Tick-borne encephalitis (TBE) is an important cause of viral infections of the central nervous system in eastern, central, northern and increasingly western European countries, and in northern China, Mongolia, and the Russian Federation. Tick-borne encephalitis virus is a member of the family Flaviviridae.
Approximately 10 000–12 000 clinical cases of tick-borne encephalitis are reported each year, but this figure is believed to be significantly lower than the actual total number of clinical cases.

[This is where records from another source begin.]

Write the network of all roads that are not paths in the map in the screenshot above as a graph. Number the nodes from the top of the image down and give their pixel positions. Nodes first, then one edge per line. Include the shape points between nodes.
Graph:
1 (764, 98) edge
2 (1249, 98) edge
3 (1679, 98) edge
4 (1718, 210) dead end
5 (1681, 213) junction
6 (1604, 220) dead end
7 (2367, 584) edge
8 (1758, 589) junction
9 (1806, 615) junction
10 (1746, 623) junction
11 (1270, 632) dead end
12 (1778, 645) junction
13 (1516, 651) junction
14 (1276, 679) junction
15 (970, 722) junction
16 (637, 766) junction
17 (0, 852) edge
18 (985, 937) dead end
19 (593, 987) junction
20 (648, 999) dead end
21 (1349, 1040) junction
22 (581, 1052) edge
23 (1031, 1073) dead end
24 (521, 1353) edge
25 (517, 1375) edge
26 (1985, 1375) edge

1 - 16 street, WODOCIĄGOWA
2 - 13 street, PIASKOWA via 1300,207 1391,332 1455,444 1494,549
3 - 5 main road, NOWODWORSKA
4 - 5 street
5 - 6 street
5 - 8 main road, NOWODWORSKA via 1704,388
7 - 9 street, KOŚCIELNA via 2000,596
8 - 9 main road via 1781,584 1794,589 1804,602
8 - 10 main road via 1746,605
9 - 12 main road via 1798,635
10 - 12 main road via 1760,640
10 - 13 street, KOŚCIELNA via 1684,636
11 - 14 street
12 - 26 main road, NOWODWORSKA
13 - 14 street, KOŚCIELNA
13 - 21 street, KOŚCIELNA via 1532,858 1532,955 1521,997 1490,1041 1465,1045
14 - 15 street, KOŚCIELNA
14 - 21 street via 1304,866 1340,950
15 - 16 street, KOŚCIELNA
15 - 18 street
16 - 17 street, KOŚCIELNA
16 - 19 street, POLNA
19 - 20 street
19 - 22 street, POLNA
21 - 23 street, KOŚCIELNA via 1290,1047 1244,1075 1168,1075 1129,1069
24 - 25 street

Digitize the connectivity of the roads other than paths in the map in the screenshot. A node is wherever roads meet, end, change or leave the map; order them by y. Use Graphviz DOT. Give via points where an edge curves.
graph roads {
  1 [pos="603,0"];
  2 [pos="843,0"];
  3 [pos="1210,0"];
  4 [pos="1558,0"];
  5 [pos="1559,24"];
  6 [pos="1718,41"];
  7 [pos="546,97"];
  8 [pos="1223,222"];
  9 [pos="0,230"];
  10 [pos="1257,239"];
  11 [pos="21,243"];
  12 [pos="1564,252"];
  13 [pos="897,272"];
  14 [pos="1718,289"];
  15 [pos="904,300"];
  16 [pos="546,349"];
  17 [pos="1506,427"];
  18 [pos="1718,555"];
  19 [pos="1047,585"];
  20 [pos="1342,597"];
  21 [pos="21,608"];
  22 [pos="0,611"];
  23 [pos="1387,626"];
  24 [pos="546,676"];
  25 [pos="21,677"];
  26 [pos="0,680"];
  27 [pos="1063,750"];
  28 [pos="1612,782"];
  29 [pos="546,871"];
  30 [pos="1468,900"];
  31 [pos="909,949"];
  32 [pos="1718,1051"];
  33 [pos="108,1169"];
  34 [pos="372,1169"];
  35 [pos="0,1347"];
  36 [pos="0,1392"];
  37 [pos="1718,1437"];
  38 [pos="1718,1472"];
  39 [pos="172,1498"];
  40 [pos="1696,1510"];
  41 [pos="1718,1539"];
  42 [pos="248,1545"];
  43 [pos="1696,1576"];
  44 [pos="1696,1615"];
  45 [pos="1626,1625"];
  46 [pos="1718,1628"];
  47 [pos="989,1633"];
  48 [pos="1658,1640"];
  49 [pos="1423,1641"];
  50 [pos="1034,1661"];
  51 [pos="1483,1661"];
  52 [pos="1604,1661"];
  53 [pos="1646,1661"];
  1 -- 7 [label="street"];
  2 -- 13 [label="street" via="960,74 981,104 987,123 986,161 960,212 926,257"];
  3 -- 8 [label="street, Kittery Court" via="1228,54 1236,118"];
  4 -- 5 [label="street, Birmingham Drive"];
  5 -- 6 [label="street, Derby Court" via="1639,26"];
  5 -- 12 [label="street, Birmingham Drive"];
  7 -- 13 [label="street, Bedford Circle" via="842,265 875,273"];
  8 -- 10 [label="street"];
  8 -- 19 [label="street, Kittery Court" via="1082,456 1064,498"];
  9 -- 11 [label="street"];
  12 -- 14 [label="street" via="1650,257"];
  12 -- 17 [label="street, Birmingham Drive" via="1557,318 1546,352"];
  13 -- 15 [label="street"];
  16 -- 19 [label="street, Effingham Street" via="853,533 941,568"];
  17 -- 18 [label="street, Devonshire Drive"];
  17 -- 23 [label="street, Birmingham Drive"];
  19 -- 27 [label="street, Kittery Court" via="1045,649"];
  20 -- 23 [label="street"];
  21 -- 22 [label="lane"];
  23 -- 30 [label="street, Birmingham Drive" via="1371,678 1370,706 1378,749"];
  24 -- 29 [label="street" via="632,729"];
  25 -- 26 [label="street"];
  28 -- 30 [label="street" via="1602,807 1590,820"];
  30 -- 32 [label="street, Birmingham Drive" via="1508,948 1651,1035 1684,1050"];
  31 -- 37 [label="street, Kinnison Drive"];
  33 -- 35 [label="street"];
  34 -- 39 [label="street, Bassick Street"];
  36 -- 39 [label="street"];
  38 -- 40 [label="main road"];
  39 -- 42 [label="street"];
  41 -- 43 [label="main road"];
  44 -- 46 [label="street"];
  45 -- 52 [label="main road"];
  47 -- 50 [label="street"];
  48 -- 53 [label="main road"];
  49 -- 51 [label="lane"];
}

The vast majority of infections with the virus result from infected ticks, which often remain firmly attached to the skin for days. On rare occasions, infection can result from consumption of unpasteurized milk from infect goats, sheep or cows. People come in contact with the ticks during outdoor activities in forested areas up to an altitude of about 2000 meters. There is no direct person-to-person transmission.
Most infections remain asymptomatic. In case of clinical illness, the incubation period for tick-borne encephalitis lasts 2–28 days (most commonly 7–14 days) and is followed by 1–8 days of general cold symptoms, such as fatigue, headache and general malaise, usually combined with fever of ≥38 °C.
After an asymptomatic interval of 1–20 days up to 15% of patients experience a second phase of the disease characterized by fever frequently exceeding 40 °C and signs of central nervous system involvement, such as meningitis (e.g. fever, headache, and a stiff neck), encephalitis (e.g., drowsiness, confusion, and sensory disturbances), myelitis or radiculitis.
Encephalitis developing during this second phase may result in paralysis, permanent sequelae or death. About 1% of cases with neurological pathologies may die; higher fatality rates have been reported from the Russian federation, which may be related to a different virus subtype. Severity of illness increases with age of the patient, but fatalities have been reported from all age groups. There is no specific treatment for tick-borne encephalitis.
People can protect themselves from ticks by wearing appropriate clothing, including long trousers and closed footwear, when hiking or camping in countries or areas at risk. The whole body should be inspected daily and attached ticks removed as soon as possible. The consumption of unpasteurized dairy products should also be avoided in those areas.
Immunization offers the most effective protection. Currently, there are 4 widely used vaccines of assured quality: FSME-Immun and Encepur, manufactured in Austria and Germany respectively, and based on European strains of the virus; and TBE-Moscow and EnceVir, manufactured in the Russian Federation and based on Far-Eastern strains. The 4 vaccines are considered to be safe and effective.
In areas where the disease is highly endemic, WHO recommends that vaccination be offered to all age groups, including children.
Ticks also transmit Borreliosis (Lyme disease), which is a bacterial infection. TBE vaccination is not effective against this disease, which however is treatable with antimicrobials.